Оливейра яростно протискивался, раздумывая на ходу, как они могли не предусмотреть подобного. Было вполне очевидно, что после вчерашней неудачной попытки устранения их противники пойдут на самые решительные меры. Но что они смогут так быстро объединиться, никто не мог даже предположить.

При одной мысли о том, что именно могут найти в их центре, Оливейра начинал багроветь от гнева. Даже он, посвященный в высшие секреты ордена, не мог и не имел права знать имени Высшего Магистра ордена и его заместителей. Особенно одного из них, отвечавшего за европейские дела. Оливейра догадывался, что это был кто-то из очень известных в мире людей. Но кто именно, он не должен был знать.

Больно толкнув у дверей зазевавшегося Брета, он ворвался в номер Осинского. Композитор сидел перед зеркалом и готовился ко второму акту. Он удивленно посмотрел на вбежавшего менеджера. Не обращая на него внимания, Оливейра бросился к своему телефону. Носить с собой мобильный телефон, оставаясь в смокинге, было непросто, и он обычно оставлял его в кабинете Осинского. Сейчас, судорожно набирая номер личного телефона Рамеша Асанти, он впервые с удивлением обратил внимание на пальцы своих рук. Впервые в жизни он чувствовал, как они срываются, дрожат, не слушаются его. На этот раз ему повезло, Асанти ответил почти сразу:

– Слушаю вас.

– Это я, – закричал Оливейра, – сегодня в семь часов напали на наш центр в Каруже.

Асанти не ответил.

– Вы меня слышите? – встревожился Оливейра.

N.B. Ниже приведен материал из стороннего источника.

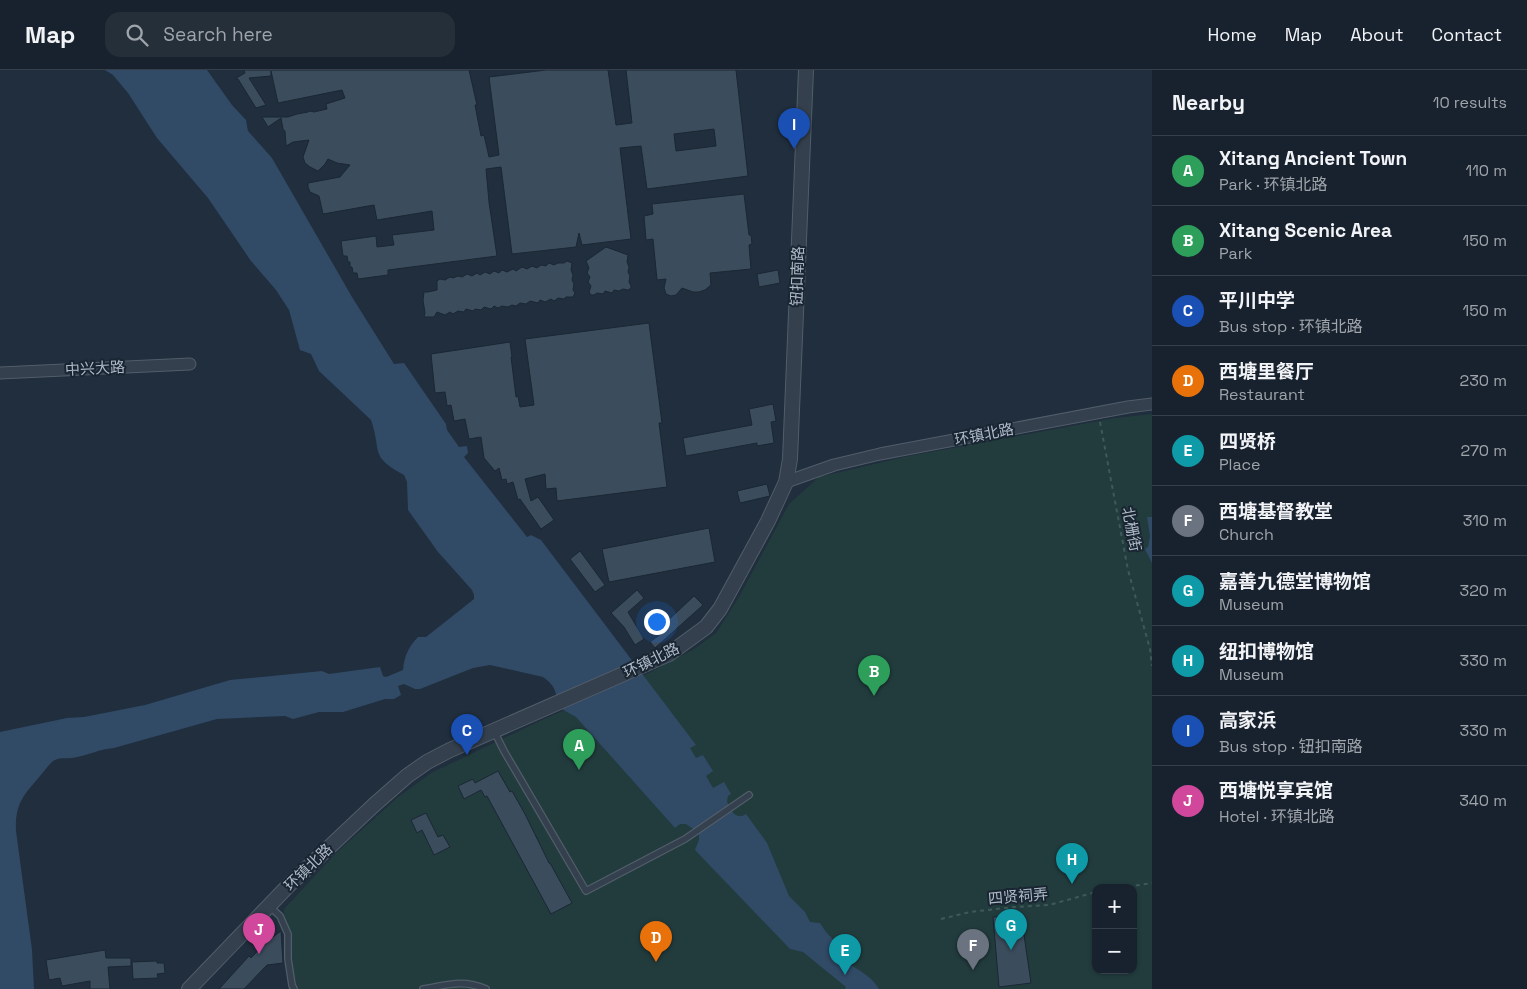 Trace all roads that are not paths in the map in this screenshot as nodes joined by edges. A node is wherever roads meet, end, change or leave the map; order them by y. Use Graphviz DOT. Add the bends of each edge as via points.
graph roads {
  1 [pos="806,70"];
  2 [pos="190,364"];
  3 [pos="0,373"];
  4 [pos="1152,404"];
  5 [pos="786,482"];
  6 [pos="494,731"];
  7 [pos="750,795"];
  8 [pos="269,906"];
  9 [pos="189,989"];
  10 [pos="294,989"];
  11 [pos="424,989"];
  12 [pos="486,989"];
  1 -- 5 [label="street, 钮扣南路" via="790,459"];
  2 -- 3 [label="street, 中兴大路"];
  4 -- 5 [label="street, 环镇北路" via="880,454 834,465"];
  5 -- 6 [label="street, 环镇北路" via="720,610 706,627 669,654"];
  6 -- 7 [label="lane" via="586,891 685,839"];
  6 -- 8 [label="street, 环镇北路" via="435,758 407,776"];
  8 -- 9 [label="street, 环镇北路"];
  8 -- 10 [label="lane" via="280,916 288,934 288,959"];
  11 -- 12 [label="lane" via="456,982"];
} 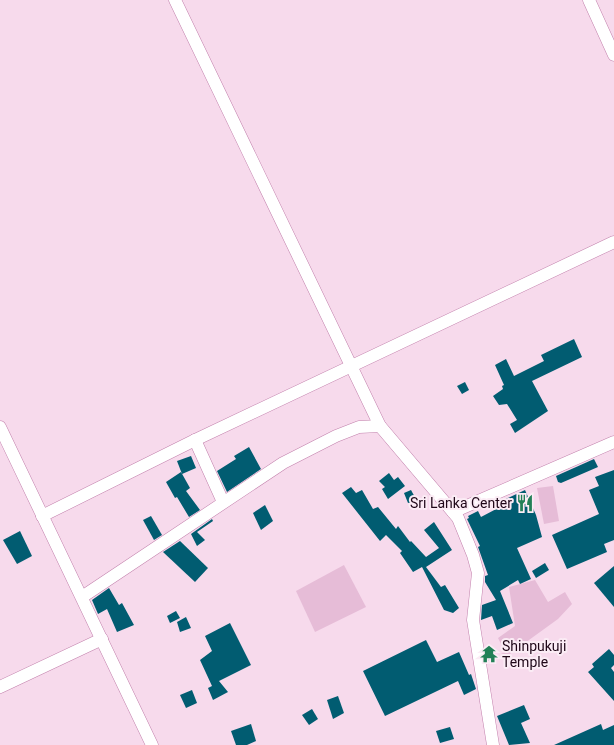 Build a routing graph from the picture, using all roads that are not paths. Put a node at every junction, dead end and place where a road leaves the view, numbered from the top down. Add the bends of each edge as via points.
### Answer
1 (175, 0) edge
2 (589, 0) edge
3 (614, 55) edge
4 (614, 242) edge
5 (352, 366) junction
6 (0, 426) edge
7 (380, 426) junction
8 (195, 440) junction
9 (614, 442) edge
10 (223, 502) junction
11 (453, 512) junction
12 (42, 516) junction
13 (82, 597) junction
14 (102, 639) junction
15 (0, 687) edge
16 (152, 745) edge
17 (493, 745) edge

1 - 5 street
2 - 3 street
4 - 5 street
5 - 7 street
5 - 8 street
6 - 12 street
7 - 10 street via 359,427 336,436 283,463
7 - 11 street
8 - 10 street
8 - 12 street
9 - 11 street
10 - 13 street
11 - 17 street via 465,531 478,574 473,620
12 - 13 street
13 - 14 street
14 - 15 street
14 - 16 street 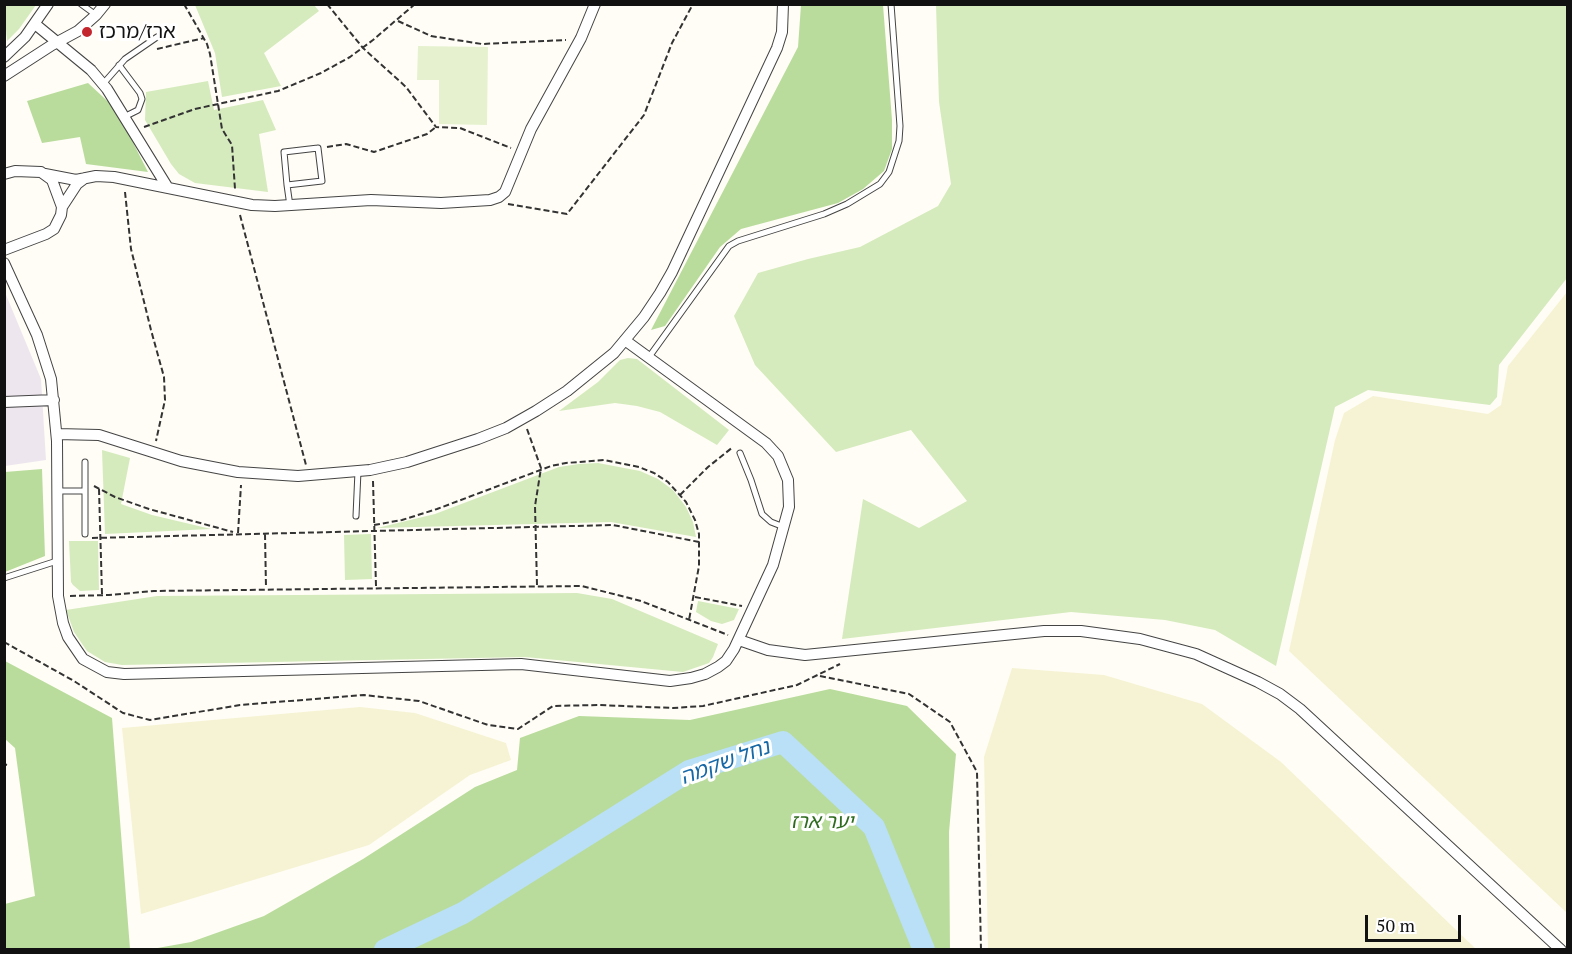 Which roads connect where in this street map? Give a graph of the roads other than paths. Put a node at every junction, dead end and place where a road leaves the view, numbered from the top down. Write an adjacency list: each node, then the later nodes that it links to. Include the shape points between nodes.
1 (48, 4): 8 (street)
2 (81, 4): 7 (lane)
3 (105, 4): 7 (street)
4 (595, 4): 21 (street, via 531,129 505,192 499,197)
5 (783, 4): 25 (street, via 777,48 672,272)
6 (891, 4): 26 (lane, via 900,126 898,148 889,172 880,184 847,204 729,246)
7 (96, 15): 10 (street)
8 (34, 24): 10 (street); 11 (street)
9 (157, 37): 12 (lane)
10 (57, 42): 13 (street); 14 (street)
11 (4, 57)
12 (119, 65): 14 (lane); 15 (lane, via 142,99 138,110)
13 (4, 76)
14 (103, 84): 15 (street)
15 (126, 116): 20 (street)
16 (4, 174): 17 (street)
17 (45, 174): 18 (street, via 64,179); 22 (street, via 52,180)
18 (85, 178): 20 (street, via 124,179); 22 (street)
19 (288, 184): 19 (lane, via 322,181 318,148 284,152); 21 (lane)
20 (168, 188): 21 (street, via 252,205)
21 (290, 206)
22 (62, 207): 23 (street, via 54,229)
23 (4, 250)
24 (4, 263): 27 (street, via 46,359)
25 (626, 341): 26 (street); 32 (street, via 586,377 506,428 439,453)
26 (649, 357): 36 (street, via 778,456 790,493)
27 (54, 400): 28 (street); 29 (street)
28 (4, 402)
29 (57, 434): 32 (street, via 99,435 181,461 241,473 308,475); 33 (street)
30 (740, 453): 36 (lane, via 762,513)
31 (85, 462): 34 (lane)
32 (358, 471): 35 (lane)
33 (57, 491): 34 (lane); 38 (street)
34 (85, 491): 37 (lane)
35 (356, 516)
36 (784, 527): 40 (street, via 773,564)
37 (87, 536)
38 (57, 561): 39 (lane); 40 (street, via 58,596 68,637 83,659 108,672 124,674 521,664 670,681 692,678 718,667)
39 (4, 578)
40 (739, 639): 41 (street, via 768,650 805,655 1044,631 1081,631 1140,639 1196,654 1258,682 1300,709)
41 (1561, 950) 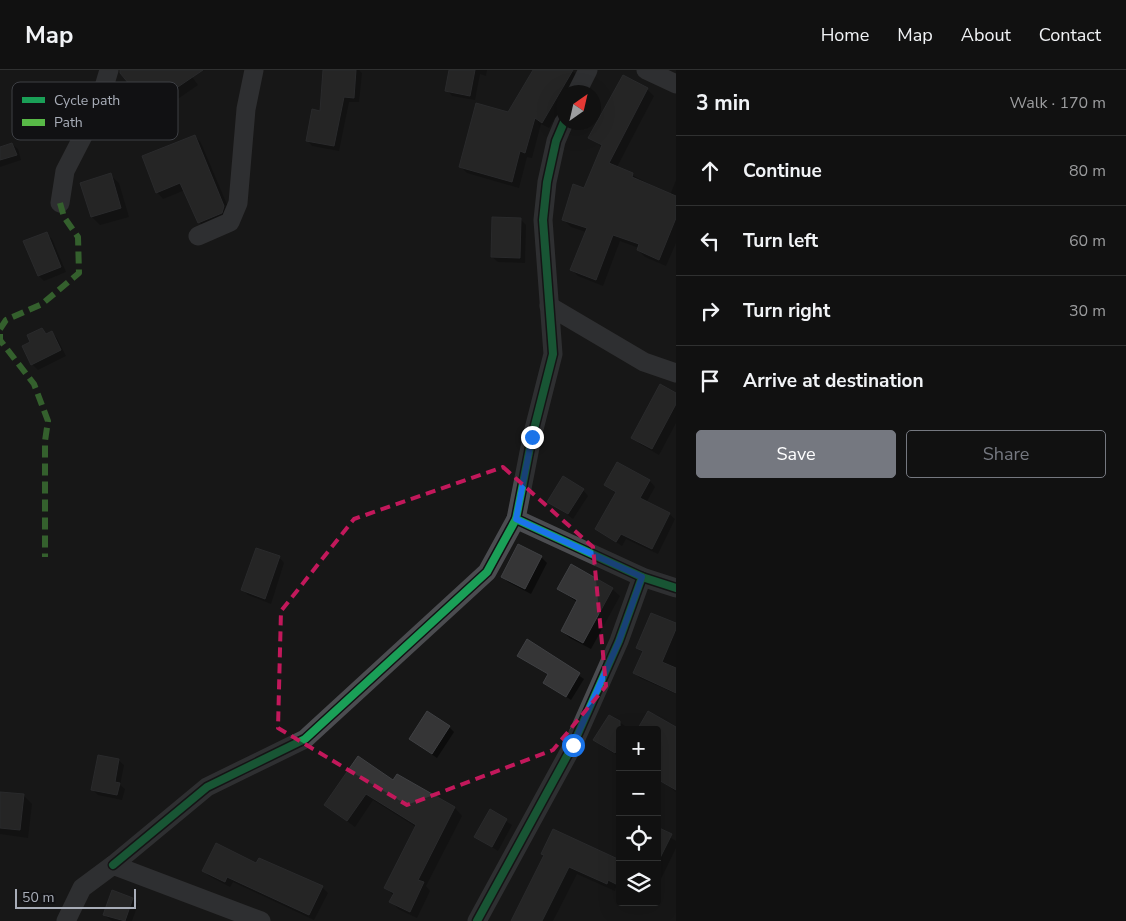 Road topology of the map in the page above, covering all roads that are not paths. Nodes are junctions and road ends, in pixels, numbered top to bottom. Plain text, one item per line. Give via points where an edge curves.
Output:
1 (109, 70) edge
2 (254, 70) edge
3 (588, 70) edge
4 (646, 70) edge
5 (105, 82) edge
6 (676, 84) edge
7 (580, 85) edge
8 (561, 130) edge
9 (81, 140) edge
10 (60, 203) dead end
11 (198, 236) dead end
12 (548, 306) junction
13 (676, 373) edge
14 (516, 519) junction
15 (642, 577) junction
16 (676, 588) edge
17 (113, 865) junction
18 (66, 921) edge
19 (261, 921) edge
20 (477, 921) edge

1 - 5 street
2 - 11 street via 246,109 238,203 230,222
3 - 7 street
4 - 6 street
8 - 12 street via 554,149 542,220
9 - 10 street via 65,171
12 - 13 street via 644,362
12 - 14 street via 553,354
14 - 15 street
14 - 17 street via 488,572 304,739 207,787
15 - 16 street
15 - 20 street via 619,641 573,745
17 - 18 street via 82,888
17 - 19 street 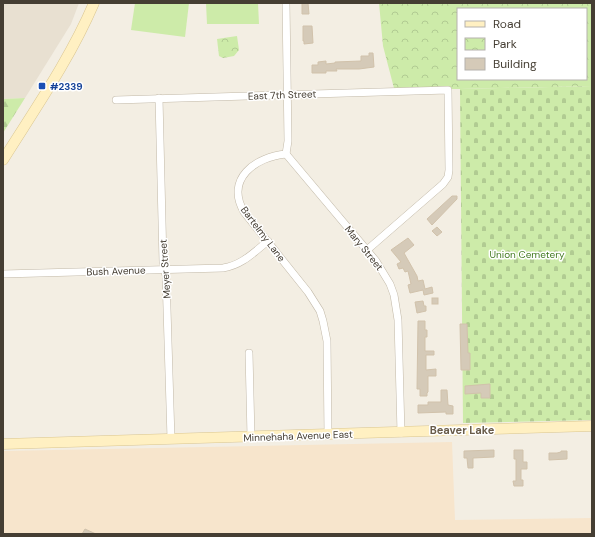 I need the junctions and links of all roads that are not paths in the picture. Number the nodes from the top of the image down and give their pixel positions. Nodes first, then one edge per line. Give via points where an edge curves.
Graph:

– Я уже знаю все. Центр разгромлен. Откуда об этом знаете вы?

– Здесь появился Дронго. Он в театре.

– Он вам угрожал?

– Нет, но он сказал, что сегодня в пять часов…

– Там все уже закончилось, – быстро перебил его Асанти, – все кончено. Они разгромили наш центр. По нашим сведениям, сейчас готовятся специальные акции в наших филиалах. Сегодня ночью мы рассмотрим возможность нанесения ответного удара. Вы меня понимаете? Мы предполагаем прибегнуть к чрезвычайному варианту.

– Да, – шевельнул уже непослушными губами Оливейра, – я все понимаю.

Он с ужасом представил себе все последствия такого решения. Хорошо, что завтра они улетают из Европы. Послезавтра здесь может бушевать настоящий ад.

Через двадцать минут эти данные были у генерала Вудстока. Дронго рассчитал все правильно. Теперь оставалось выяснить, что именно имеет в виду Асанти, говоря о чрезвычайном варианте. Они еще не знали, какой сюрприз им готовит следующий день.